(Required work): Using the records below, filter out every line that lacks "البدوى" and copy the rest.

Stored data entries
_ _ _
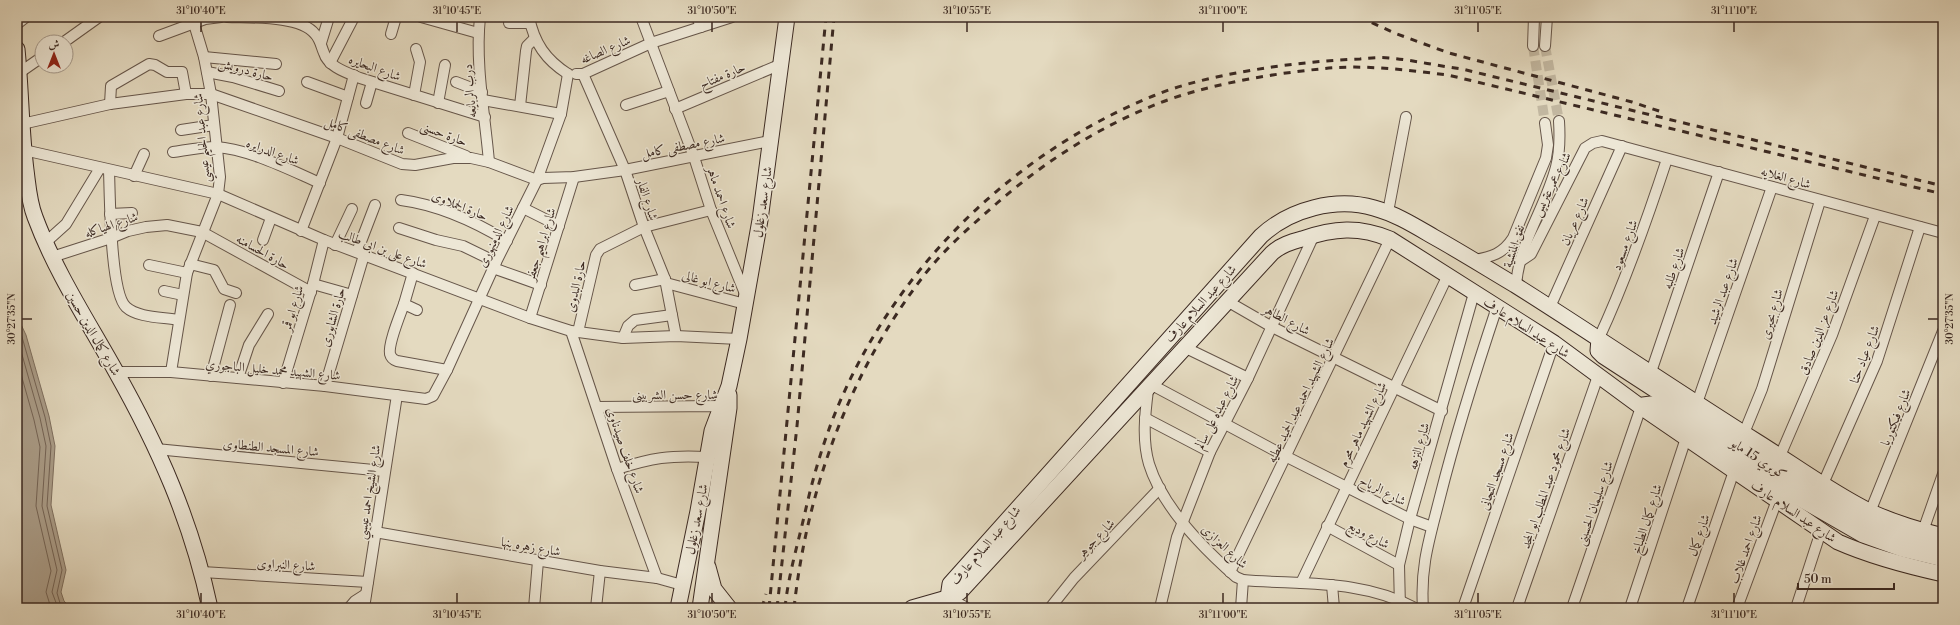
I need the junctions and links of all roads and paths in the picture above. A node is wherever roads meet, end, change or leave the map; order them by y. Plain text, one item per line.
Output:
1 (26, 17) edge
2 (99, 17) edge
3 (221, 17) edge
4 (227, 17) edge
5 (329, 17) edge
6 (354, 17) edge
7 (396, 17) edge
8 (421, 17) edge
9 (480, 17) edge
10 (641, 17) edge
11 (697, 17) edge
12 (732, 17) edge
13 (787, 17) edge
14 (1534, 17) edge
15 (1547, 17) edge
16 (267, 18) edge
17 (194, 19) edge
18 (529, 20) edge
19 (509, 23) dead end
20 (17, 24) edge
21 (701, 27) junction
22 (478, 33) junction
23 (391, 34) dead end
24 (74, 35) edge
25 (159, 36) dead end
26 (534, 38) junction
27 (321, 43) junction
28 (651, 43) junction
29 (1533, 46) tunnel mouth
30 (1545, 46) tunnel mouth
31 (17, 49) edge
32 (416, 49) dead end
33 (204, 57) junction
34 (34, 63) edge
35 (330, 63) junction
36 (276, 64) dead end
37 (445, 65) dead end
38 (779, 65) junction
39 (207, 72) junction
40 (19, 73) junction
41 (568, 74) junction
42 (583, 74) junction
43 (354, 75) junction
44 (307, 82) dead end
45 (372, 82) junction
46 (456, 82) dead end
47 (279, 91) dead end
48 (669, 91) junction
49 (186, 94) junction
50 (211, 94) junction
51 (414, 95) junction
52 (483, 96) junction
53 (348, 97) junction
54 (366, 103) dead end
55 (438, 103) junction
56 (110, 104) junction
57 (626, 105) dead end
58 (520, 106) junction
59 (675, 109) junction
60 (561, 114) junction
61 (485, 117) junction
62 (1406, 117) dead end
63 (1559, 122) tunnel mouth
64 (1545, 123) tunnel mouth
65 (22, 124) junction
66 (214, 125) junction
67 (181, 130) dead end
68 (408, 133) dead end
69 (337, 138) junction
70 (770, 141) junction
71 (1622, 146) junction
72 (216, 147) junction
73 (24, 150) junction
74 (173, 152) dead end
75 (144, 154) dead end
76 (694, 156) junction
77 (471, 158) junction
78 (1667, 159) junction
79 (489, 162) junction
80 (104, 169) junction
81 (625, 170) junction
82 (1719, 172) junction
83 (134, 176) junction
84 (574, 177) junction
85 (537, 180) junction
86 (320, 183) junction
87 (1772, 187) junction
88 (218, 194) junction
89 (401, 200) dead end
90 (1820, 201) junction
91 (375, 205) dead end
92 (1323, 206) junction
93 (1372, 207) junction
94 (523, 208) junction
95 (352, 209) dead end
96 (711, 210) junction
97 (1388, 212) junction
98 (132, 213) dead end
99 (110, 214) junction
100 (1875, 216) junction
101 (271, 218) junction
102 (559, 226) junction
103 (644, 227) junction
104 (1920, 227) junction
105 (399, 228) dead end
106 (301, 231) junction
107 (1363, 231) junction
108 (202, 232) junction
109 (1320, 233) junction
110 (1943, 233) edge
111 (111, 238) junction
112 (1390, 239) junction
113 (263, 240) dead end
114 (324, 240) junction
115 (507, 241) junction
116 (46, 242) junction
117 (335, 245) junction
118 (360, 254) junction
119 (52, 257) junction
120 (1474, 260) junction
121 (1519, 262) junction
122 (149, 264) dead end
123 (494, 265) junction
124 (189, 268) junction
125 (413, 273) junction
126 (1448, 275) junction
127 (666, 281) junction
128 (541, 285) junction
129 (635, 285) dead end
130 (1516, 286) junction
131 (312, 288) junction
132 (164, 291) dead end
133 (236, 293) dead end
134 (1474, 293) junction
135 (183, 295) junction
136 (352, 295) junction
137 (480, 299) junction
138 (746, 300) junction
139 (1227, 302) junction
140 (404, 304) junction
141 (230, 305) dead end
142 (1497, 307) junction
143 (1550, 307) junction
144 (417, 310) dead end
145 (268, 314) dead end
146 (672, 315) junction
147 (530, 318) junction
148 (179, 320) junction
149 (1272, 327) junction
150 (574, 331) junction
151 (1943, 331) edge
152 (676, 336) junction
153 (623, 338) junction
154 (1599, 338) junction
155 (739, 339) junction
156 (1554, 343) junction
157 (1186, 348) junction
158 (1150, 358) junction
159 (1335, 358) junction
160 (447, 370) junction
161 (1165, 370) junction
162 (116, 372) junction
163 (171, 372) junction
164 (1651, 372) junction
165 (211, 376) junction
166 (1598, 376) junction
167 (238, 378) junction
168 (1248, 378) junction
169 (283, 383) junction
170 (325, 386) junction
171 (1150, 388) junction
172 (1394, 388) junction
173 (1122, 389) junction
174 (397, 395) junction
175 (426, 399) joint
176 (1134, 405) junction
177 (597, 406) junction
178 (725, 407) junction
179 (1641, 407) junction
180 (1442, 411) junction
181 (1690, 413) junction
182 (1145, 418) junction
183 (1225, 424) junction
184 (1744, 433) junction
185 (1686, 438) junction
186 (156, 449) junction
187 (1210, 452) junction
188 (1780, 456) junction
189 (1287, 457) junction
190 (707, 458) junction
191 (617, 469) junction
192 (384, 471) junction
193 (1734, 471) junction
194 (1943, 474) edge
195 (1822, 486) junction
196 (1346, 487) junction
197 (1160, 488) junction
198 (1777, 500) junction
199 (1870, 512) junction
200 (1410, 519) junction
201 (1181, 522) junction
202 (1327, 526) junction
203 (1432, 527) junction
204 (1821, 531) junction
205 (1923, 531) junction
206 (375, 532) junction
207 (1943, 536) edge
208 (1943, 548) edge
209 (708, 556) junction
210 (1943, 559) edge
211 (538, 561) junction
212 (1400, 565) junction
213 (600, 571) junction
214 (202, 572) junction
215 (1230, 572) junction
216 (1943, 574) edge
217 (657, 578) junction
218 (1243, 580) junction
219 (368, 582) junction
220 (1301, 583) junction
221 (1332, 585) junction
222 (682, 586) junction
223 (366, 594) junction
224 (948, 598) junction
225 (1400, 604) edge
226 (210, 608) edge
227 (349, 608) edge
228 (364, 608) edge
229 (534, 608) edge
230 (596, 608) edge
231 (678, 608) edge
232 (700, 608) edge
233 (729, 608) edge
234 (912, 608) edge
235 (967, 608) edge
236 (1050, 608) edge
237 (1160, 608) edge
238 (1241, 608) edge
239 (1334, 608) edge
240 (1415, 608) edge
241 (1423, 608) edge
242 (1463, 608) edge
243 (1517, 608) edge
244 (1572, 608) edge
245 (1630, 608) edge
246 (1687, 608) edge
247 (1737, 608) edge
248 (1796, 608) edge

1 - 20 street
2 - 24 street
3 - 17 street
4 - 16 street, شارع البحايره
5 - 27 street
6 - 35 street
7 - 23 street
8 - 22 street
9 - 22 street, درب الربايعه
10 - 28 street, شارع احمد ماهر
11 - 21 street
12 - 21 street, شارع الصاغه
13 - 38 main road, شارع سعد زغلول
14 - 29 street
15 - 30 street
16 - 27 street, شارع البحايره
17 - 25 street
17 - 33 street, شارع عبد الحليم عيسي
18 - 19 street
18 - 26 street
21 - 28 street, شارع الصاغه
22 - 52 street, درب الربايعه
26 - 41 street
26 - 58 street
27 - 35 street, شارع البحايره
28 - 42 street, شارع الصاغه
28 - 48 street, شارع احمد ماهر
31 - 40 main road, شارع كمال الدين حسين
32 - 51 street
33 - 36 street
33 - 39 street, شارع عبد الحليم عيسي
34 - 40 street
35 - 43 street, شارع البحايره
37 - 55 street
38 - 59 street, حارة مفتاح
38 - 70 main road, شارع سعد زغلول
39 - 47 street, حارة درويش
39 - 50 street, شارع عبد الحليم عيسي
40 - 65 main road, شارع كمال الدين حسين
41 - 42 street, شارع الصاغه
41 - 60 street, شارع الدمنهورى
42 - 81 street, شارع الفار
43 - 45 street, شارع البحايره
43 - 53 street
44 - 53 street
45 - 51 street, شارع البحايره
45 - 54 street
46 - 52 street
48 - 57 street
48 - 59 street, شارع احمد ماهر
49 - 50 street, شارع مصطفى كامل
49 - 56 street, شارع مصطفى كامل
49 - 56 street
50 - 66 street, شارع عبد الحليم عيسي
50 - 69 street, شارع مصطفى كامل
51 - 55 street, شارع البحايره
52 - 58 street
52 - 61 street, درب الربايعه
53 - 69 street
55 - 61 street, شارع البحايره
56 - 65 street, شارع مصطفى كامل
58 - 60 street
59 - 76 street, شارع احمد ماهر
60 - 85 street, شارع الدمنهورى
61 - 79 street, درب الربايعه
62 - 97 street
63 - 121 street, نفق المنشية
64 - 120 street, نفق المنشية
65 - 73 main road, شارع كمال الدين حسين
66 - 67 street
66 - 72 street, شارع عبد الحليم عيسي
68 - 77 street, حارة حسنى
69 - 77 street, شارع مصطفى كامل
69 - 86 street
70 - 76 street, شارع مصطفى كامل
70 - 138 main road, شارع سعد زغلول
71 - 78 street, شارع الغلايه
71 - 121 street, شارع عمر عتريس
71 - 143 street, شارع عريان
72 - 74 street
72 - 86 street, شارع الدرايره
72 - 88 street, شارع عبد الحليم عيسي
73 - 80 street, شارع على بن ابى طالب
73 - 116 main road, شارع كمال الدين حسين
75 - 83 street
76 - 81 street, شارع مصطفى كامل
76 - 96 street, شارع احمد ماهر
77 - 79 street, شارع مصطفى كامل
78 - 82 street, شارع الغلايه
78 - 154 street, شارع مسعود
79 - 85 street, شارع مصطفى كامل
80 - 83 street, شارع على بن ابى طالب
80 - 99 street
80 - 116 street
81 - 84 street, شارع مصطفى كامل
81 - 103 street, شارع الفار
82 - 87 street, شارع الغلايه
82 - 164 street, شارع طلبه
83 - 88 street, شارع على بن ابى طالب
84 - 85 street, شارع مصطفى كامل
84 - 102 street, شارع ابراهيم جعفر
85 - 94 street, شارع الدمنهورى
86 - 106 street
87 - 90 street, شارع الغلايه
87 - 181 street, شارع عبد الرشيد
88 - 101 street, شارع على بن ابى طالب
88 - 108 street, شارع عبد الحليم عيسي
89 - 115 street, حارة الحملاوى
90 - 100 street, شارع الغلايه
90 - 184 street, شارع بحيرى
91 - 118 street, حارة الشابورى
92 - 93 main road, شارع عبد السلام عارف
92 - 109 main road
92 - 158 main road, شارع عبد السلام عارف
93 - 97 main road, شارع عبد السلام عارف
93 - 107 main road
94 - 102 street
94 - 115 street, شارع الدمنهورى
95 - 117 street
96 - 103 street, حارة البدوى
96 - 138 street, شارع احمد ماهر
97 - 120 main road, شارع عبد السلام عارف
98 - 99 street
99 - 111 street
100 - 104 street, شارع الغلايه
100 - 188 street, شارع عز الدين صادق
101 - 106 street, شارع على بن ابى طالب
101 - 113 street
102 - 128 street, شارع ابراهيم جعفر
103 - 127 street, شارع الفار
103 - 150 street, حارة البدوى
104 - 110 street, شارع الغلايه
104 - 195 street, شارع عياد حنا
105 - 123 street
106 - 114 street, شارع على بن ابى طالب
107 - 109 main road, شارع عبد السلام عارف
107 - 112 main road, شارع عبد السلام عارف
108 - 111 street, شارع الهياكله
108 - 124 street, شارع عبد الحليم عيسي
108 - 131 street, حارة الحسامنه
109 - 139 main road, شارع عبد السلام عارف
109 - 149 street, شارع عبده على سالم
111 - 119 street, شارع الهياكله
111 - 148 street
112 - 126 main road, شارع عبد السلام عارف
112 - 159 street, شارع الشهيد احمد عبد الحميد عطيه
114 - 117 street, شارع على بن ابى طالب
114 - 131 street, شارع ابو قمر
115 - 123 street, شارع الدمنهورى
116 - 119 main road, شارع كمال الدين حسين
117 - 118 street, شارع على بن ابى طالب
118 - 125 street, شارع على بن ابى طالب
118 - 136 street, حارة الشابورى
119 - 162 main road, شارع كمال الدين حسين
120 - 130 main road, شارع عبد السلام عارف
121 - 130 street, نفق المنشية
122 - 124 street
123 - 128 street
123 - 137 street, شارع الدمنهورى
124 - 133 street
124 - 135 street, شارع عبد الحليم عيسي
125 - 137 street, شارع على بن ابى طالب
125 - 140 street
126 - 134 main road, شارع عبد السلام عارف
126 - 172 street, شارع الشهيد ماهر محرم
127 - 129 street
127 - 138 street, شارع ابو غالى
127 - 146 street, شارع الفار
128 - 147 street, شارع ابراهيم جعفر
130 - 143 main road, شارع عبد السلام عارف
131 - 136 street, حارة الحسامنه
131 - 169 street, شارع ابو قمر
132 - 135 street
134 - 142 main road, شارع عبد السلام عارف
134 - 180 street, شارع النزهه
135 - 148 street, شارع عبد الحليم عيسي
136 - 170 street, حارة الشابورى
137 - 147 street, شارع على بن ابى طالب
137 - 160 street, شارع الدمنهورى
138 - 155 main road, شارع سعد زغلول
139 - 149 street, شارع الطاهر
139 - 157 main road, شارع عبد السلام عارف
140 - 144 street
140 - 160 street
141 - 165 street
142 - 156 main road, شارع عبد السلام عارف
142 - 203 street
143 - 154 main road, شارع عبد السلام عارف
145 - 167 street
146 - 152 street, شارع الفار
146 - 153 street
147 - 150 street, شارع على بن ابى طالب
148 - 163 street, شارع عبد الحليم عيسي
149 - 159 street, شارع الطاهر
149 - 168 street, شارع عبده على سالم
150 - 153 street, شارع على بن ابى طالب
150 - 177 street, شارع خلف صيدناوى
151 - 199 street, شارع فيكتوريا
152 - 153 street, شارع على بن ابى طالب
152 - 155 street, شارع على بن ابى طالب
154 - 164 main road, شارع عبد السلام عارف
154 - 181 main road, كوبري 15 مايو
155 - 178 main road, شارع سعد زغلول
156 - 166 main road, شارع عبد السلام عارف
156 - 242 street, شارع مسجد التجانى
157 - 161 main road, شارع عبد السلام عارف
157 - 168 street
158 - 161 main road
158 - 173 main road, شارع عبد السلام عارف
159 - 172 street, شارع الطاهر
159 - 189 street, شارع الشهيد احمد عبد الحميد عطيه
160 - 175 street, شارع الدمنهورى
161 - 171 main road, شارع عبد السلام عارف
162 - 163 street, شارع الشهيد محمد خليل الباجوري
162 - 186 main road, شارع كمال الدين حسين
163 - 165 street, شارع الشهيد محمد خليل الباجوري
164 - 181 main road, شارع عبد السلام عارف
165 - 167 street, شارع الشهيد محمد خليل الباجوري
166 - 179 main road, شارع عبد السلام عارف
166 - 243 street, شارع محمود عبد المطلب ابو المجد
167 - 169 street, شارع الشهيد محمد خليل الباجوري
168 - 183 street, شارع عبده على سالم
169 - 170 street, شارع الشهيد محمد خليل الباجوري
170 - 174 street, شارع الشهيد محمد خليل الباجوري
171 - 176 main road, شارع عبد السلام عارف
171 - 182 street, شارع العزازى
171 - 183 street, شارع الرياح
172 - 180 street, شارع الطاهر
172 - 196 street, شارع الشهيد ماهر محرم
173 - 176 main road
173 - 224 main road, شارع عبد السلام عارف
174 - 175 street, شارع الشهيد محمد خليل الباجوري
174 - 192 street, شارع الشيخ احمد عيسي
176 - 224 main road, شارع عبد السلام عارف
177 - 178 street, شارع حسن الشربينى
177 - 191 street, شارع خلف صيدناوى
178 - 190 main road, شارع سعد زغلول
178 - 209 main road, شارع سعد زغلول
179 - 181 main road, كوبري 15 مايو
179 - 185 main road, شارع عبد السلام عارف
179 - 244 street, شارع سليمان الحسينى
180 - 200 street, شارع النزهه
181 - 184 main road, شارع عبد السلام عارف
181 - 208 main road, كوبري 15 مايو
181 - 210 main road, كوبري 15 مايو
182 - 187 street
182 - 197 street, شارع العزازى
183 - 187 street, شارع عبده على سالم
183 - 189 street, شارع الرياح
184 - 188 main road, شارع عبد السلام عارف
185 - 193 main road, شارع عبد السلام عارف
185 - 245 street, شارع كمال الطباخ
186 - 192 street, شارع المسجد الطنطاوى
186 - 214 main road, شارع كمال الدين حسين
187 - 201 street, شارع عبده على سالم
188 - 195 main road, شارع عبد السلام عارف
189 - 196 street, شارع الرياح
189 - 215 street, شارع الشهيد احمد عبد الحميد عطيه
190 - 191 street
190 - 222 main road, شارع سعد زغلول
191 - 217 street, شارع خلف صيدناوى
192 - 206 street, شارع الشيخ احمد عيسي
193 - 198 main road, شارع عبد السلام عارف
193 - 246 street, شارع كمال
194 - 205 street
195 - 199 main road, شارع عبد السلام عارف
196 - 200 street, شارع الرياح
196 - 202 street, شارع الشهيد ماهر محرم
197 - 201 street, شارع العزازى
197 - 236 street, شارع جوهر
198 - 204 main road, شارع عبد السلام عارف
198 - 247 street, شارع احمد غلاب
199 - 205 main road, شارع عبد السلام عارف
200 - 203 street, شارع الرياح
200 - 212 street, شارع النزهه
201 - 215 street, شارع العزازى
201 - 237 street, شارع عبده على سالم
202 - 212 street, شارع وديع
202 - 220 street, شارع الشهيد ماهر محرم
203 - 241 street
204 - 216 main road, شارع عبد السلام عارف
204 - 248 street
205 - 207 main road, شارع عبد السلام عارف
206 - 211 street, شارع زهره بنها
206 - 219 street, شارع الشيخ احمد عيسي
209 - 232 main road, شارع سعد زغلول
209 - 233 main road
211 - 213 street, شارع زهره بنها
211 - 229 street
212 - 225 street, شارع النزهه
213 - 217 street, شارع زهره بنها
213 - 230 street
214 - 219 street, شارع النبراوى
214 - 226 main road, شارع كمال الدين حسين
215 - 218 street, شارع العزازى
217 - 222 street, شارع زهره بنها
218 - 220 street, شارع العزازى
218 - 238 street
219 - 223 street, شارع الشيخ احمد عيسي
220 - 221 street, شارع العزازى
221 - 225 street, شارع العزازى
221 - 239 street
222 - 231 main road, شارع سعد زغلول
223 - 227 street
223 - 228 street, شارع الشيخ احمد عيسي
224 - 234 main road
224 - 235 street
225 - 240 street, شارع العزازى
_ _ _
(Output below):
96 - 103 street, حارة البدوى
103 - 150 street, حارة البدوى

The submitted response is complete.